State Abortion Clinic Restrictions Could Impact Women’s Health Care Access
Stateline reports that abortion opponents are advancing new clinic standards that may be impossible to meet. Abortion rights supporters fear these rules could force many clinics to close, making it more difficult for some women to get a broad array of health care services.
Stateline: New Laws Turn Focus To Women's Health Care Access
New state restrictions on clinics that provide abortions could leave millions of women—many of them poor and uninsured—without easy access to cancer screenings and other basic health care services. In recent years, abortion opponents have tried to limit abortions by barring them after a certain number of weeks and by requiring women who want to end their pregnancies to have ultrasounds. Those strategies target abortion directly. Now abortion opponents in some states are pushing for new standards for clinics, such as requiring doctors to have admitting privileges at a nearby hospital, that may be difficult or impossible for them to meet. Abortion rights supporters fear the new rules could force many clinics to close—a result that would make it more difficult for women to get a broad array of health care services, not just abortions (Grovum, 7/24).
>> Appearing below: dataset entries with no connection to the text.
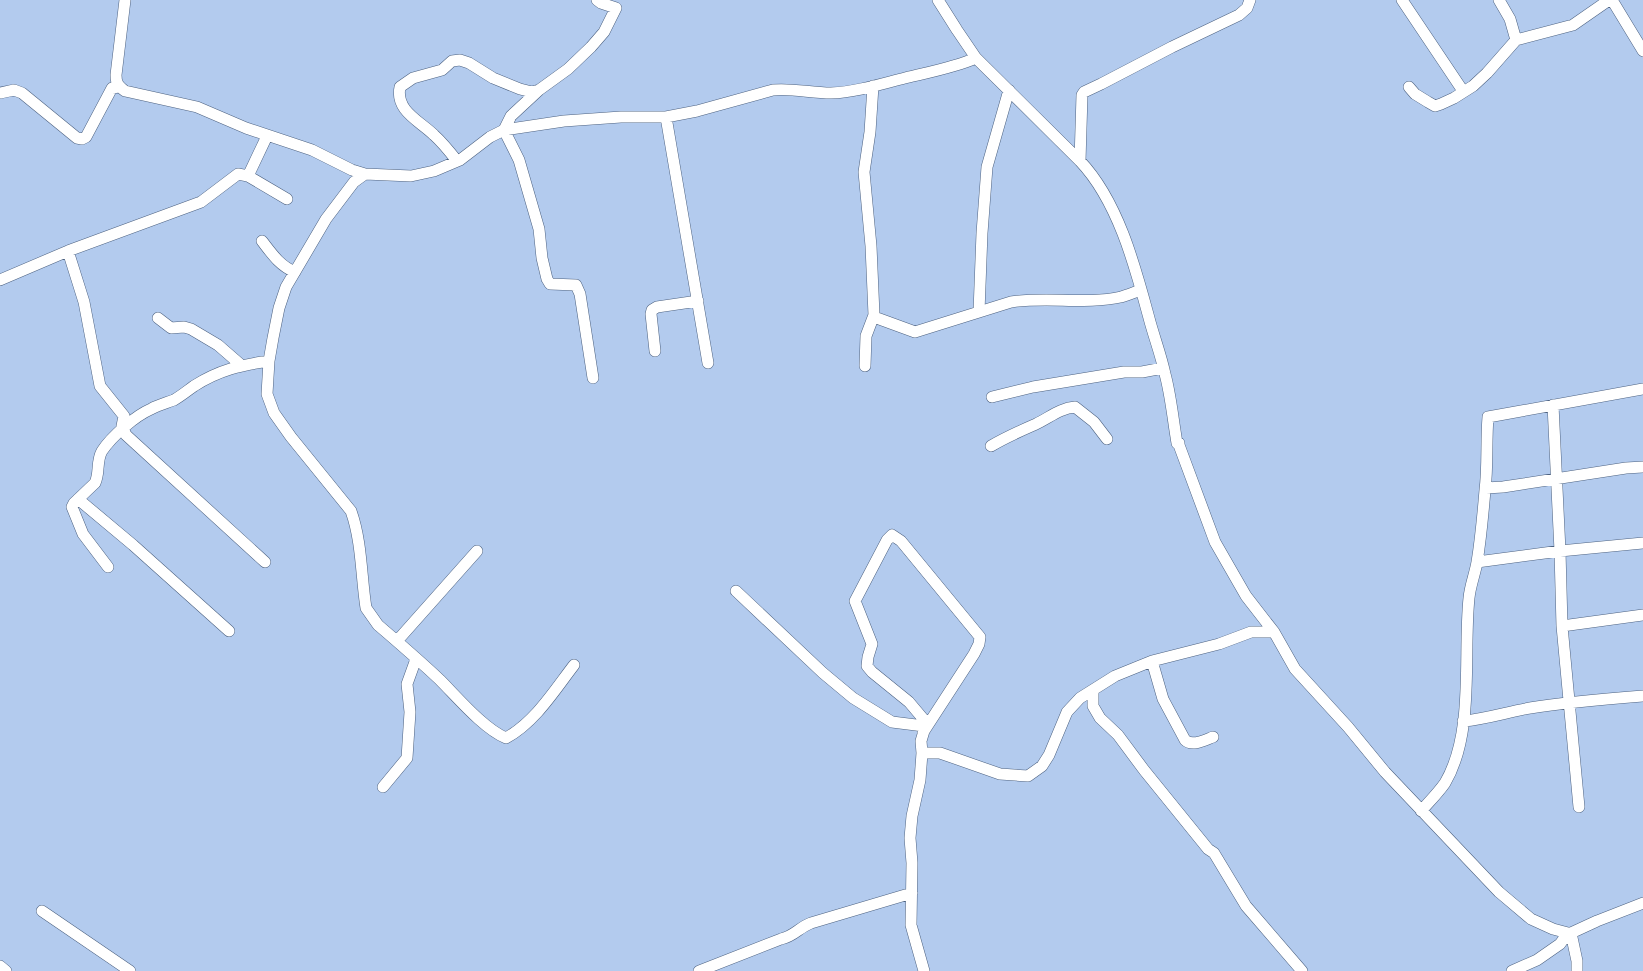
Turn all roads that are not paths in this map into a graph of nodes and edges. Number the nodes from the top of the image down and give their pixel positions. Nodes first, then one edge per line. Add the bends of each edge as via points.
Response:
1 (125, 0) edge
2 (598, 0) edge
3 (938, 0) edge
4 (1250, 0) edge
5 (1402, 0) edge
6 (1499, 0) edge
7 (1608, 0) edge
8 (1612, 0) edge
9 (1516, 40) junction
10 (1643, 51) edge
11 (976, 58) junction
12 (873, 86) junction
13 (119, 87) junction
14 (1409, 87) dead end
15 (539, 90) junction
16 (1009, 90) junction
17 (1463, 91) junction
18 (0, 93) edge
19 (666, 117) junction
20 (504, 130) junction
21 (267, 136) junction
22 (457, 161) junction
23 (1080, 161) junction
24 (352, 170) junction
25 (365, 174) junction
26 (248, 176) junction
27 (354, 182) junction
28 (287, 199) dead end
29 (262, 241) dead end
30 (68, 251) junction
31 (295, 272) junction
32 (0, 280) edge
33 (1141, 290) junction
34 (698, 301) junction
35 (980, 312) junction
36 (874, 317) junction
37 (158, 318) dead end
38 (655, 351) dead end
39 (269, 361) junction
40 (708, 363) dead end
41 (241, 365) junction
42 (865, 366) dead end
43 (1163, 368) junction
44 (593, 378) dead end
45 (1643, 390) edge
46 (992, 397) dead end
47 (1553, 405) junction
48 (123, 429) junction
49 (1107, 439) dead end
50 (991, 446) dead end
51 (1643, 467) edge
52 (1556, 479) junction
53 (1486, 488) junction
54 (78, 499) junction
55 (1643, 543) edge
56 (477, 551) dead end
57 (1560, 551) junction
58 (265, 562) dead end
59 (1477, 562) junction
60 (108, 567) dead end
61 (736, 591) dead end
62 (1643, 615) edge
63 (1562, 626) junction
64 (229, 631) dead end
65 (1274, 632) junction
66 (396, 641) junction
67 (416, 659) junction
68 (1152, 661) junction
69 (574, 665) dead end
70 (1093, 692) junction
71 (1643, 696) edge
72 (1568, 702) junction
73 (1463, 721) junction
74 (923, 729) junction
75 (1213, 737) dead end
76 (922, 753) junction
77 (384, 787) dead end
78 (1579, 807) dead end
79 (1421, 810) junction
80 (912, 893) junction
81 (1643, 903) edge
82 (42, 911) dead end
83 (1569, 933) junction
84 (0, 966) edge
85 (6, 971) edge
86 (130, 971) edge
87 (699, 971) edge
88 (924, 971) edge
89 (1302, 971) edge
90 (1512, 971) edge
91 (1577, 971) edge

1 - 13 street via 116,75
2 - 15 street via 616,8 604,32 580,58
3 - 11 street
4 - 23 street via 1247,8 1239,15 1084,92
5 - 17 street
6 - 9 street via 1510,19
7 - 9 street via 1573,25
8 - 10 street
9 - 17 street via 1487,73
11 - 12 street
11 - 16 street
12 - 19 street via 831,93 773,90
12 - 36 street via 864,172
13 - 18 street via 112,88 86,137 82,139 77,138 22,93 14,90
13 - 21 street via 125,91 197,107
14 - 17 street via 1415,94 1435,106
15 - 20 street via 511,116
15 - 22 street via 532,92 520,89 460,60 452,60 442,70 413,78 400,87 400,103 406,112 441,141
16 - 23 street
16 - 35 street via 987,167
19 - 20 street via 564,121
19 - 34 street
20 - 22 street
20 - 44 street via 519,160 539,229 547,279 550,284 576,285 580,294
21 - 24 street via 312,150
21 - 26 street
22 - 25 street via 434,171 410,176
23 - 33 street via 1092,174 1109,204 1127,245
24 - 25 street
24 - 27 street
25 - 27 street
26 - 28 street
26 - 30 street via 238,174 201,202
27 - 31 street via 326,219
29 - 31 street via 275,258
30 - 32 street
30 - 48 street via 84,302 100,386 124,416
31 - 39 street via 286,287 279,308
33 - 35 street via 1121,297 1098,300 1028,299
33 - 43 street
34 - 38 street via 652,310
34 - 40 street
35 - 36 street via 916,332
36 - 42 street via 866,336
37 - 41 street via 171,328 191,329 218,345
39 - 41 street
39 - 66 street via 267,394 274,413 351,511 359,547 366,608 378,625
41 - 48 street via 150,409
43 - 46 street via 1033,387
43 - 65 street via 1177,443 1180,445 1215,542 1246,596
45 - 47 street
47 - 52 street
47 - 53 street via 1488,417
48 - 54 street via 100,455 95,483
48 - 58 street via 149,457
49 - 50 street via 1094,422 1076,407 1052,414
51 - 52 street
52 - 53 street
52 - 57 street
53 - 59 street
54 - 60 street via 72,507 80,527
54 - 64 street
55 - 57 street
56 - 66 street
57 - 59 street
57 - 63 street
59 - 73 street via 1469,596 1466,707
61 - 74 street via 853,698 892,722
62 - 63 street
63 - 72 street
65 - 68 street via 1252,632 1219,644
65 - 79 street via 1295,669
66 - 67 street
67 - 69 street via 474,714 506,738 520,731
67 - 77 street via 407,684 410,712 407,758
68 - 70 street via 1115,676
68 - 75 street via 1163,699 1185,740 1192,744
70 - 76 street via 1080,698 1067,712 1042,766 1028,776 1000,774 940,753
70 - 89 street via 1093,706 1100,718 1118,735 1208,849 1214,853 1246,906
71 - 72 street
72 - 73 street
72 - 78 street
73 - 79 street via 1457,751 1445,782
74 - 74 street via 974,654 980,637 901,541 892,535 854,601 872,644 867,666 909,702 925,722
74 - 76 street
76 - 80 street via 910,838
79 - 83 street via 1513,905 1542,925
80 - 87 street via 802,926 791,937
80 - 88 street via 910,925
81 - 83 street
82 - 86 street
83 - 90 street via 1560,944 1537,960
83 - 91 street via 1577,961
84 - 85 street

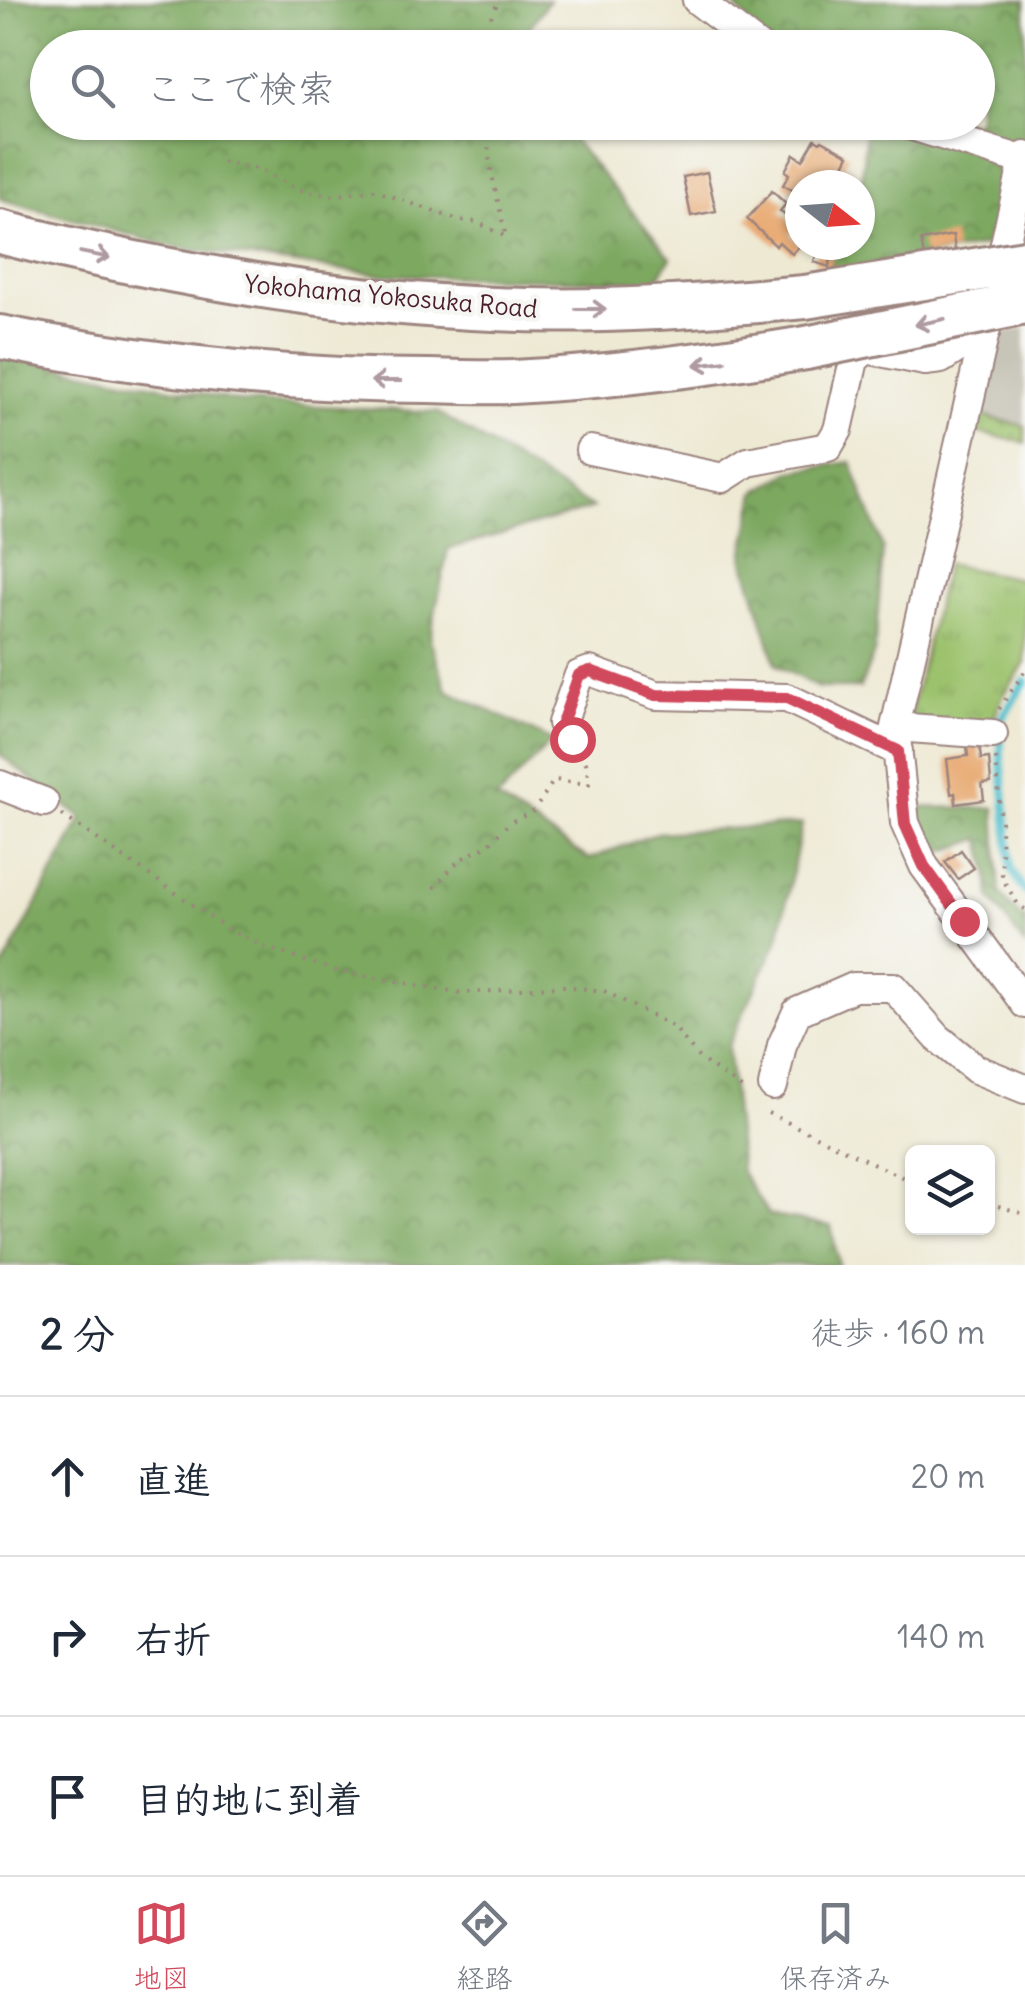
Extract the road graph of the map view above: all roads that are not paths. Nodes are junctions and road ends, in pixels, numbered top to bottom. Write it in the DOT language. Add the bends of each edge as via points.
graph roads {
  1 [pos="697,0"];
  2 [pos="735,30"];
  3 [pos="961,140"];
  4 [pos="1025,159"];
  5 [pos="0,232"];
  6 [pos="1025,262"];
  7 [pos="1025,302"];
  8 [pos="986,330"];
  9 [pos="0,337"];
  10 [pos="590,450"];
  11 [pos="995,722"];
  12 [pos="562,723"];
  13 [pos="897,739"];
  14 [pos="0,786"];
  15 [pos="44,802"];
  16 [pos="1025,1004"];
  17 [pos="1025,1089"];
  18 [pos="760,1094"];
  1 -- 2 [label="street"];
  3 -- 4 [label="street"];
  4 -- 8 [label="street"];
  5 -- 6 [label="highway, Yokohama Yokosuka Road, one-way, bridge" via="227,281 495,310 805,297"];
  7 -- 9 [label="highway, one-way, bridge" via="806,348 629,374 510,382 356,381 189,368"];
  8 -- 10 [label="street" via="941,359 866,349 854,360 828,447 748,462 723,478"];
  8 -- 13 [label="street"];
  11 -- 13 [label="street"];
  12 -- 13 [label="street" via="579,675 590,671 656,695 787,698"];
  13 -- 16 [label="street" via="905,824 924,866"];
  14 -- 15 [label="street"];
  17 -- 18 [label="street" via="976,1069 893,986 854,987 797,1012"];
}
And in the news about Plan B -
Boston Globe: Plan B One-Step Gets Exclusive Rights
The US Food and Drug Administration decided late Monday night to grant exclusive rights to Teva Pharmaceuticals to put its brand name form of emergency contraception on drugstore shelves without any age restrictions for the next three years. Plan B One-Step, Teva’s product, has started to appear in some drugstores this week on shelves next to spermicides and pregnancy tests. It has new packaging saying it can safely be taken by women and girls of all ages to prevent pregnancy within three days of unprotected sex. The FDA will allow generic manufacturers of the one-pill form of emergency contraception -- which contains high doses of the female hormone progestin -- to place their products directly on drugstore shelves (Kotz, 7/23).